> **Directions**:
Gather every line of the entries that includes the word "middle".

> **Supplied entries**:
________

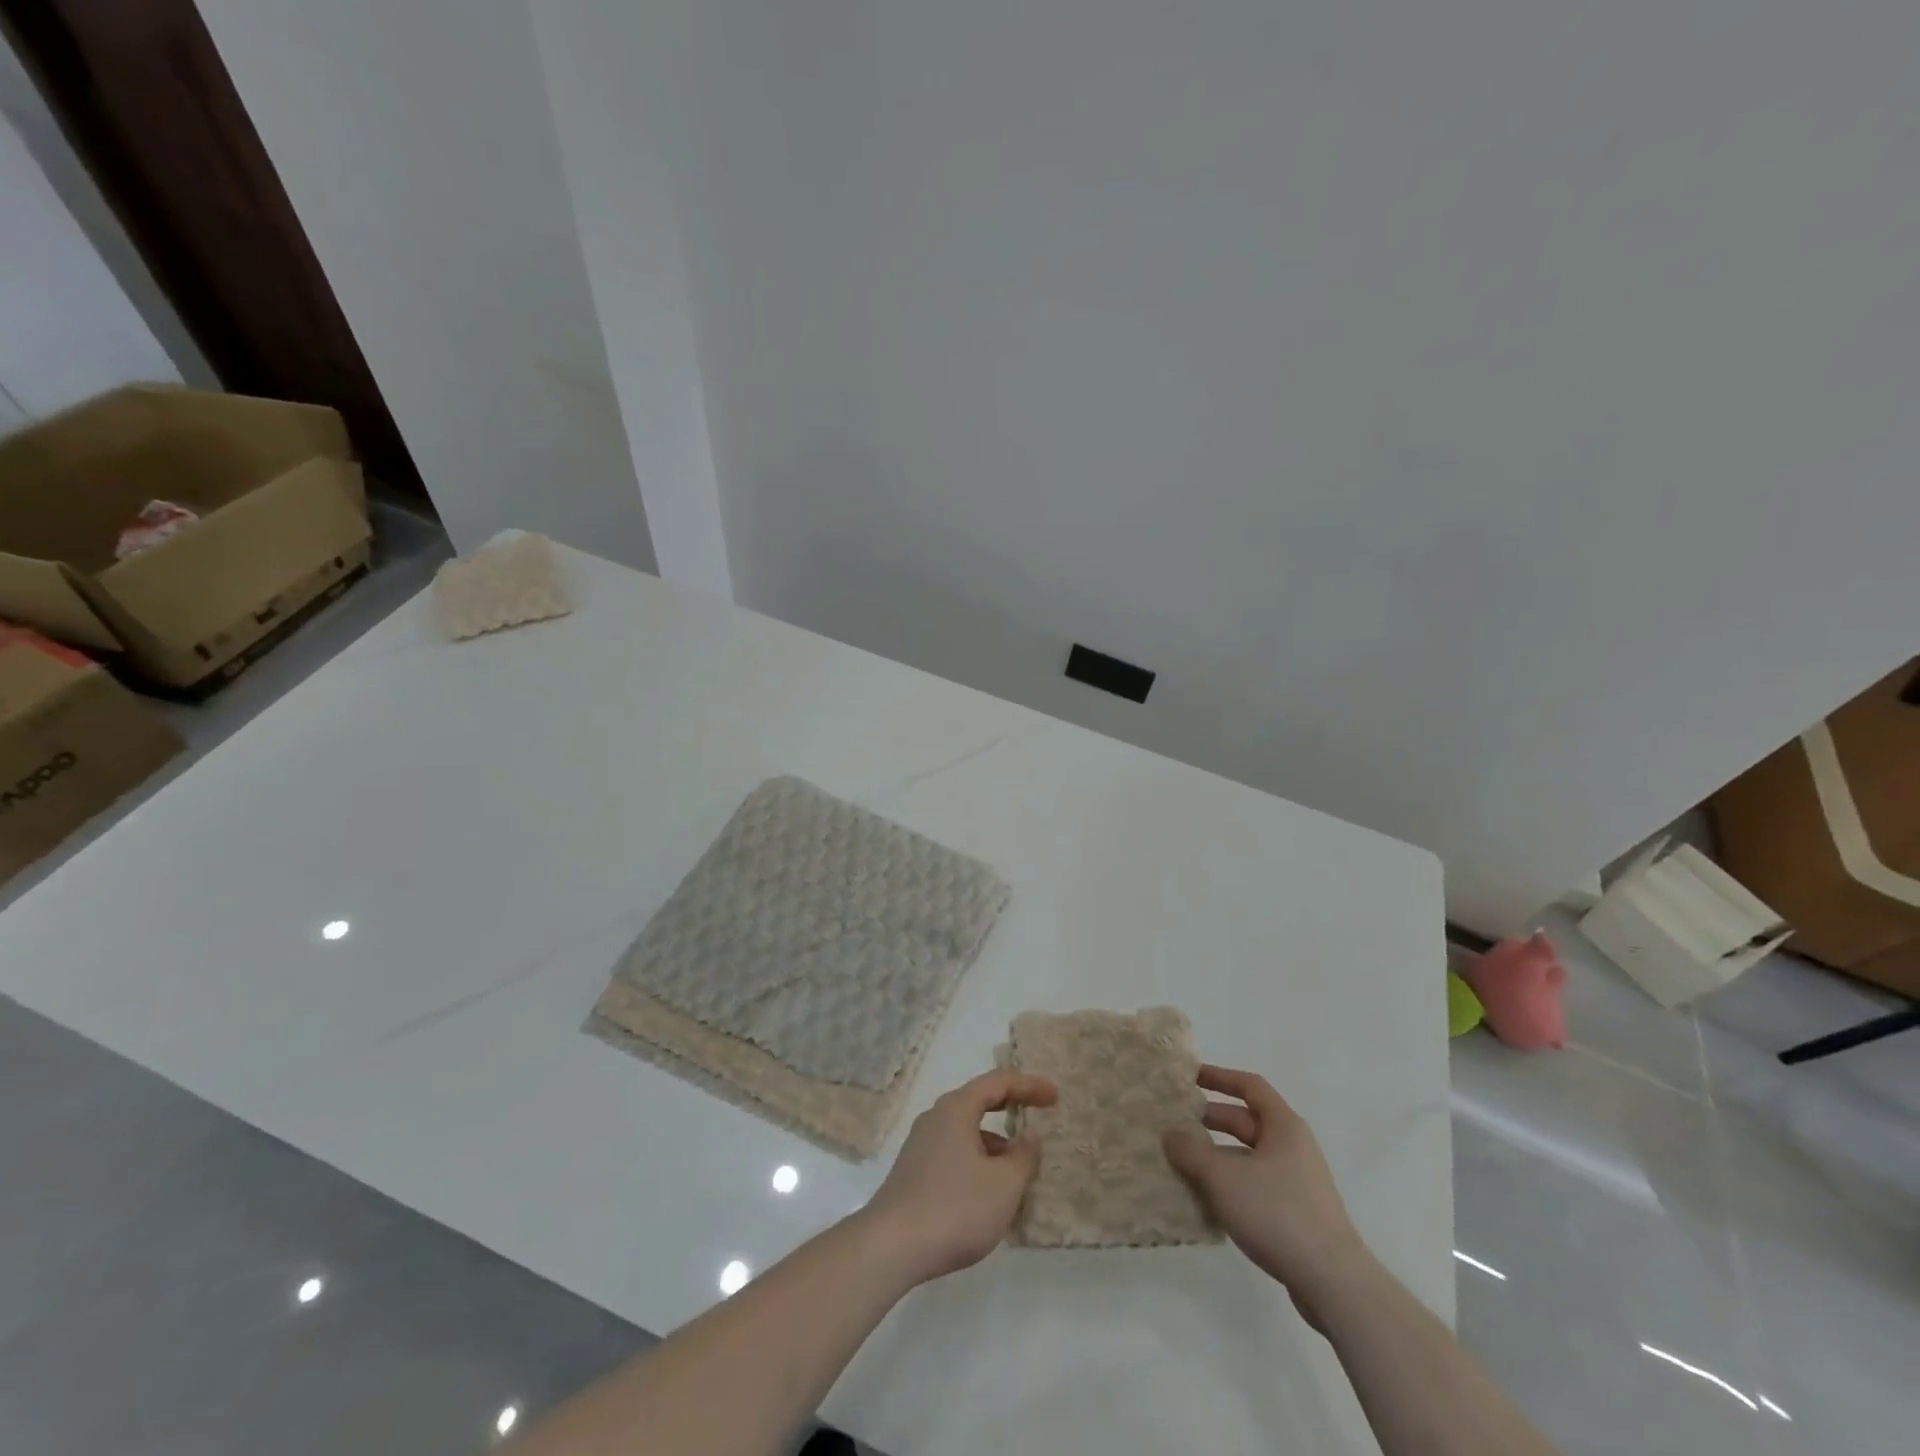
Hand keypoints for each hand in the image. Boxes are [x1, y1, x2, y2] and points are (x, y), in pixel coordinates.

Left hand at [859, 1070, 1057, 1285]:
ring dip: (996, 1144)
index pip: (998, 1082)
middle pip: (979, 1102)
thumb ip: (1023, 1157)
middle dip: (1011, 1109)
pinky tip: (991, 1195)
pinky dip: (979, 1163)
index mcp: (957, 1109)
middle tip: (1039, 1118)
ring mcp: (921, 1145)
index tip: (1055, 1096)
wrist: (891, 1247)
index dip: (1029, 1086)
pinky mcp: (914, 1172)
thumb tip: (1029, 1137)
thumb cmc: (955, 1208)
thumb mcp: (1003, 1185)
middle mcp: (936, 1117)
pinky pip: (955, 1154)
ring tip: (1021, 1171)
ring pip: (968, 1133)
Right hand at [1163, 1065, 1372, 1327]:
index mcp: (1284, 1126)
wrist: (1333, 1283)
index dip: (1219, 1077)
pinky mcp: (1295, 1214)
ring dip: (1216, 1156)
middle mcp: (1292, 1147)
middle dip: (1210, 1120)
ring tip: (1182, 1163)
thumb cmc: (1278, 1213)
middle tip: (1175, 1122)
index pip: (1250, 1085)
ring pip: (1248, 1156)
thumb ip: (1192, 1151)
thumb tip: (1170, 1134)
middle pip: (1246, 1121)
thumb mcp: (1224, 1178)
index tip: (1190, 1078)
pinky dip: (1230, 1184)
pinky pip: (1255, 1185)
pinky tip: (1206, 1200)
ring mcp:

________

> **Solution for this exercise**:
middle pip: (979, 1102)
middle dip: (1011, 1109)
middle tip: (1039, 1118)
middle mcp: (936, 1117)
middle mcp: (1292, 1147)
middle dip: (1210, 1120)
middle tip: (1175, 1122)
middle pip: (1246, 1121)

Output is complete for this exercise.